**Problem to work on**
Exclude every picture. Output verbatim the lines from the one containing "ring mcp: (229, 213)" to the end of the data.

┄┄┄┄┄┄┄┄┄┄

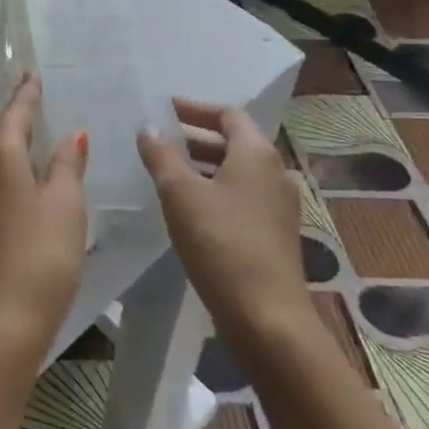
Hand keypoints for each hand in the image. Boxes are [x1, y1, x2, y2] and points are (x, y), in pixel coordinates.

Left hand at [0, 74, 87, 367]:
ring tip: (38, 129)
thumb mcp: (65, 203)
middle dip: (19, 114)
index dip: (27, 94)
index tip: (33, 75)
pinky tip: (29, 173)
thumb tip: (71, 135)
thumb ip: (67, 164)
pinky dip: (14, 166)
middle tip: (37, 95)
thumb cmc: (41, 253)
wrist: (3, 319)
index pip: (15, 113)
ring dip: (16, 141)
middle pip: (1, 133)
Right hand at [137, 101, 311, 353]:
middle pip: (235, 141)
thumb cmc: (221, 243)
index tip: (164, 110)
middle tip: (160, 139)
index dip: (195, 109)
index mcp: (256, 154)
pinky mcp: (275, 234)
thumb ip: (161, 155)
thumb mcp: (180, 194)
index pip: (228, 115)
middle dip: (196, 137)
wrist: (267, 318)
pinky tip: (188, 207)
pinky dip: (215, 189)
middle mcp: (275, 173)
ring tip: (167, 170)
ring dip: (204, 164)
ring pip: (237, 171)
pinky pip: (242, 196)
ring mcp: (279, 206)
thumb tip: (149, 127)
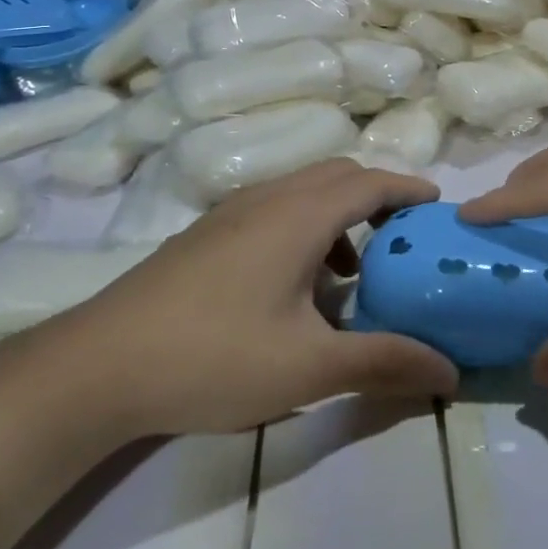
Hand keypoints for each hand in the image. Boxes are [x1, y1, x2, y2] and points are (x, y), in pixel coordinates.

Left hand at [5, 160, 459, 443]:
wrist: (97, 366)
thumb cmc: (213, 356)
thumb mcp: (309, 367)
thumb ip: (384, 362)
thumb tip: (450, 373)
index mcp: (298, 215)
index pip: (370, 182)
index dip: (409, 189)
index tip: (438, 207)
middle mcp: (266, 199)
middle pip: (337, 175)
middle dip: (378, 197)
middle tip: (403, 238)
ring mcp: (229, 213)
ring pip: (301, 191)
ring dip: (339, 214)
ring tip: (353, 271)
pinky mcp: (204, 235)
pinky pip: (273, 209)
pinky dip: (305, 227)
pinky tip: (295, 286)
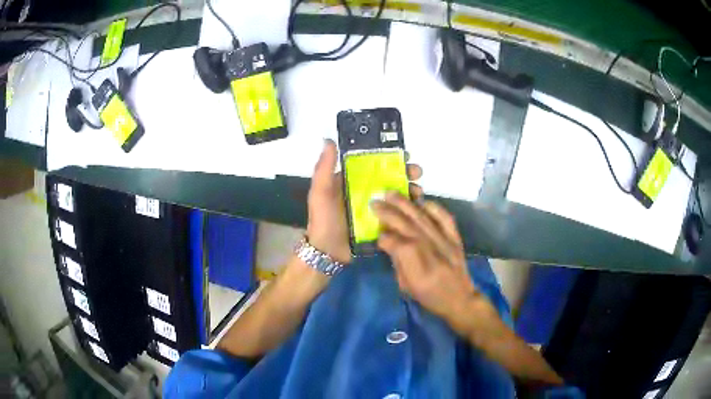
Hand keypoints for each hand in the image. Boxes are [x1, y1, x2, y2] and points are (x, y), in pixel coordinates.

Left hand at [306, 139, 422, 263]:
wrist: (328, 252)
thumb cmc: (323, 220)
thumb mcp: (320, 192)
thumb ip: (324, 168)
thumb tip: (329, 140)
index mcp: (353, 180)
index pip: (375, 164)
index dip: (391, 158)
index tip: (406, 155)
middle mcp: (367, 191)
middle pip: (390, 178)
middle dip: (406, 173)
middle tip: (416, 173)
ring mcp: (376, 208)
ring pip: (397, 195)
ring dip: (410, 191)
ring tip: (418, 193)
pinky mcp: (383, 223)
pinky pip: (398, 213)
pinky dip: (409, 210)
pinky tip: (418, 209)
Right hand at [372, 193, 494, 333]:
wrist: (460, 299)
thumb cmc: (429, 297)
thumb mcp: (406, 286)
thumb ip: (397, 262)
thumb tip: (389, 243)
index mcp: (416, 265)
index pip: (394, 242)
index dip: (383, 237)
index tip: (377, 234)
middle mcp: (429, 249)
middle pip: (406, 225)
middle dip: (388, 212)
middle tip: (375, 201)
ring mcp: (445, 241)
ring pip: (422, 218)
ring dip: (406, 204)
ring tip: (392, 193)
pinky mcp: (455, 238)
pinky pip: (445, 218)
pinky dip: (434, 208)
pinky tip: (422, 201)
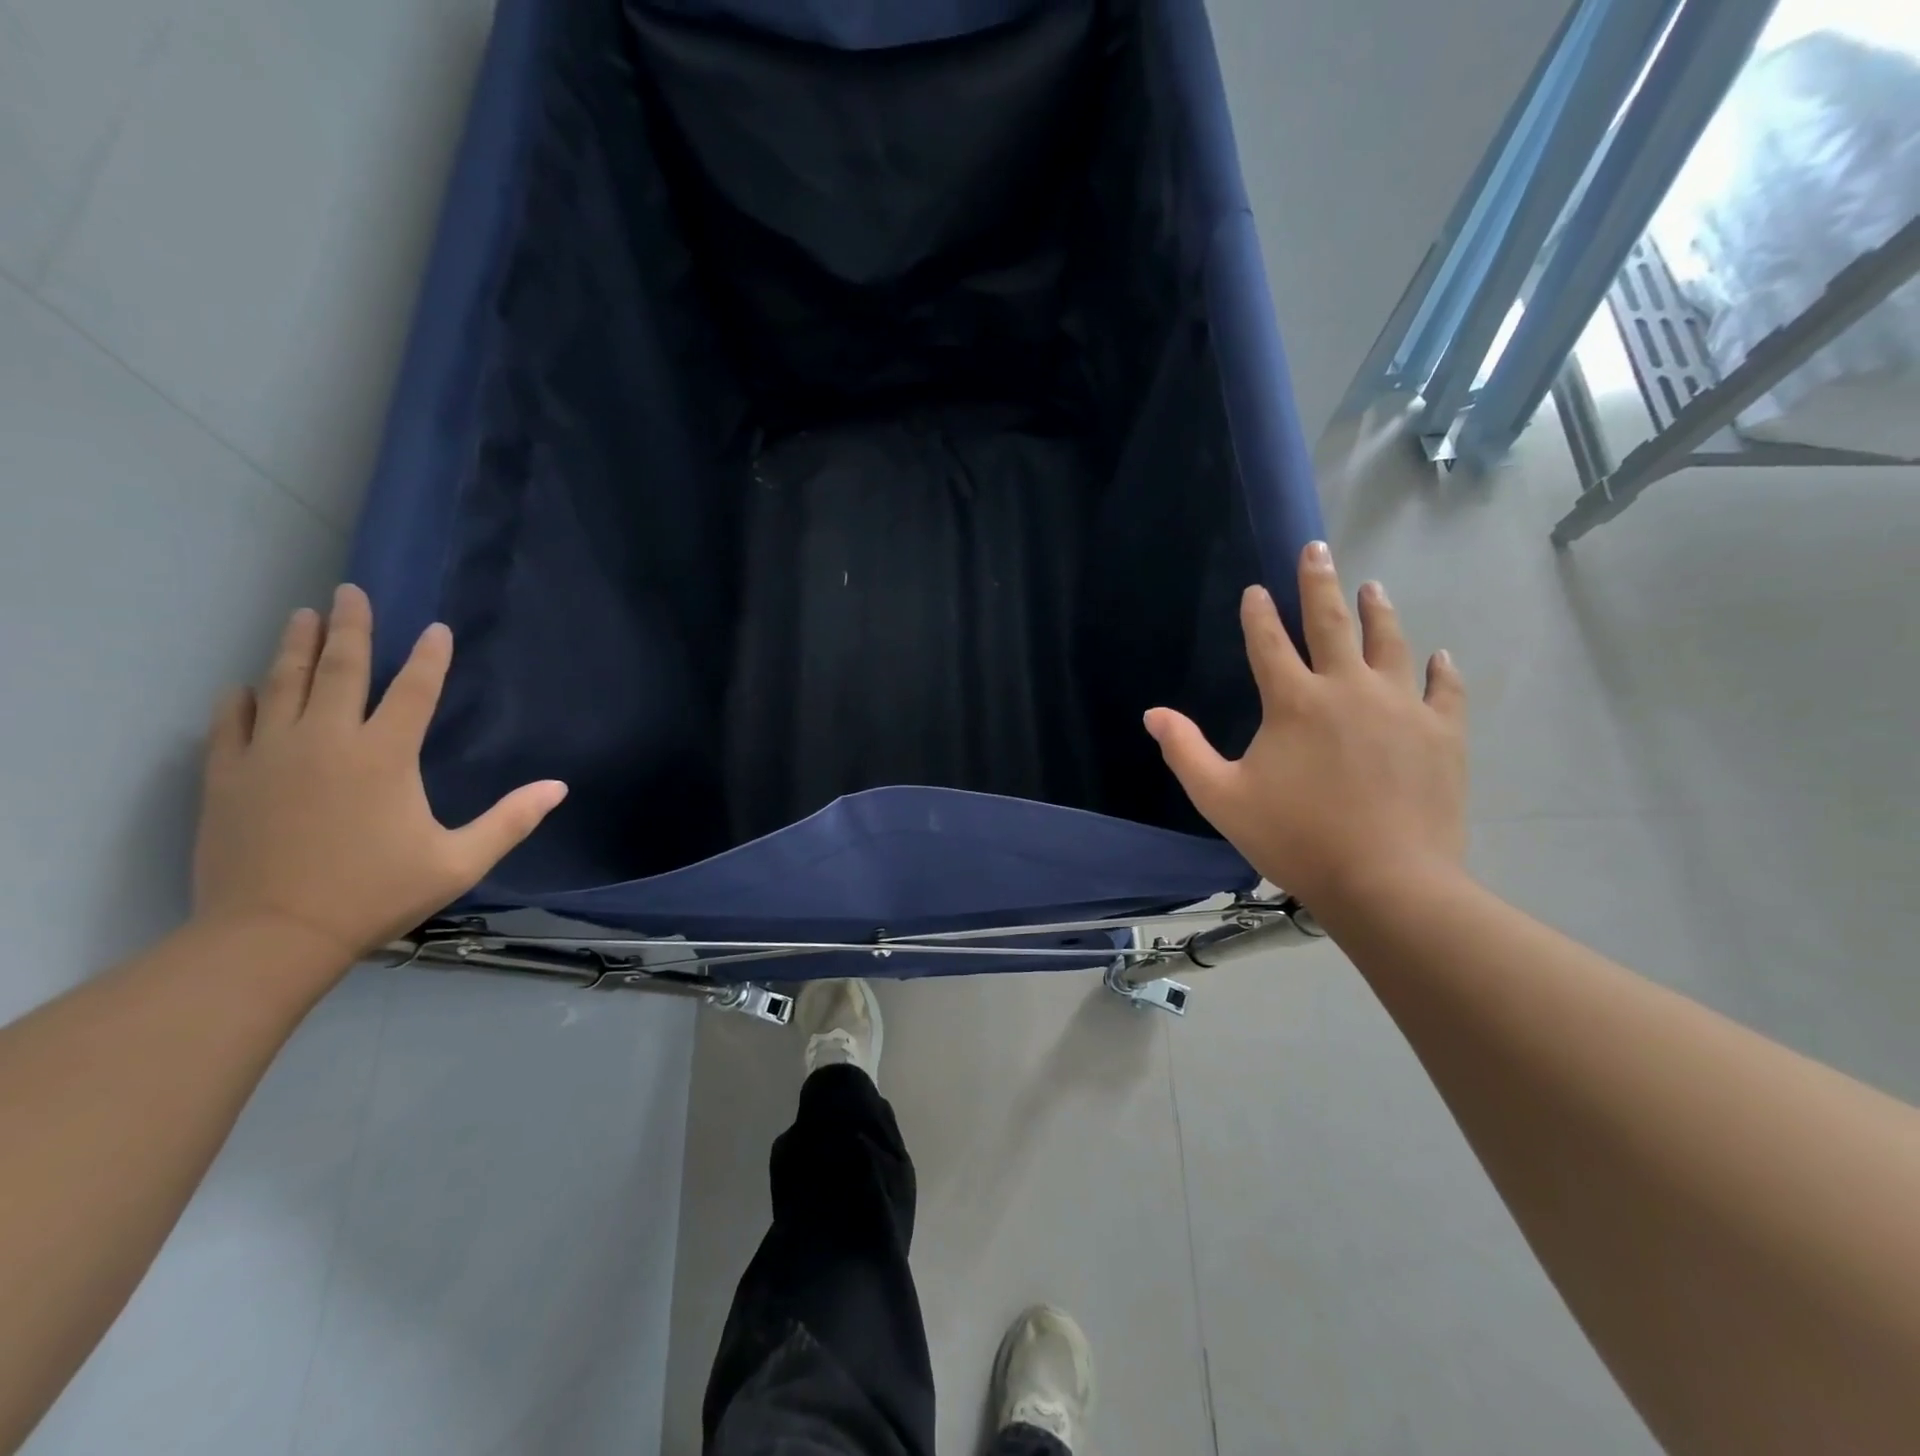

┄┄┄┄┄┄┄┄┄┄

**Completed exercise**
ring mcp: (229, 213)
ring pip: (301, 191)
ring dip: (339, 214)
ring tip: (353, 271)
pinky mcp: (204, 235)
pinky pip: (273, 209)
pinky dip: (305, 227)
pinky tip: (295, 286)
Hand keypoints for each hand in the image. Boxes are [x1, y1, x2, y2] and points are (x, y), in pixel coordinates.

Left hand at [306, 139, 422, 263]:
wrist: (328, 252)
thumb cmc: (323, 220)
thumb mcp: (320, 192)
thumb ip: (324, 168)
thumb tip: (329, 140)
index mcp: (353, 180)
index pip: (375, 164)
index dip: (391, 158)
index tip: (406, 155)
middle mcp: (367, 191)
middle pip: (390, 178)
middle dip: (406, 173)
middle tip: (416, 173)
ring mcp: (376, 208)
ring pip: (397, 195)
ring dip: (410, 191)
ring tip: (418, 193)
pinky mcp: (383, 223)
pinky pip: (398, 213)
pinky dip: (409, 210)
pinky tip: (418, 209)
Right hand at [372, 193, 494, 333]:
wrist: (460, 299)
thumb cmc: (429, 297)
thumb mcp: (406, 286)
thumb ip: (397, 262)
thumb tip: (389, 243)
index mcp: (416, 265)
index pip: (394, 242)
index dip: (383, 237)
index tip: (377, 234)
middle mcp: (429, 249)
middle pip: (406, 225)
middle dip: (388, 212)
middle tip: (375, 201)
ring mcp: (445, 241)
ring pip: (422, 218)
ring dip: (406, 204)
ring tip: (392, 193)
pinky mcp: (455, 238)
pinky pip: (445, 218)
pinky dip: (434, 208)
pinky tip: (422, 201)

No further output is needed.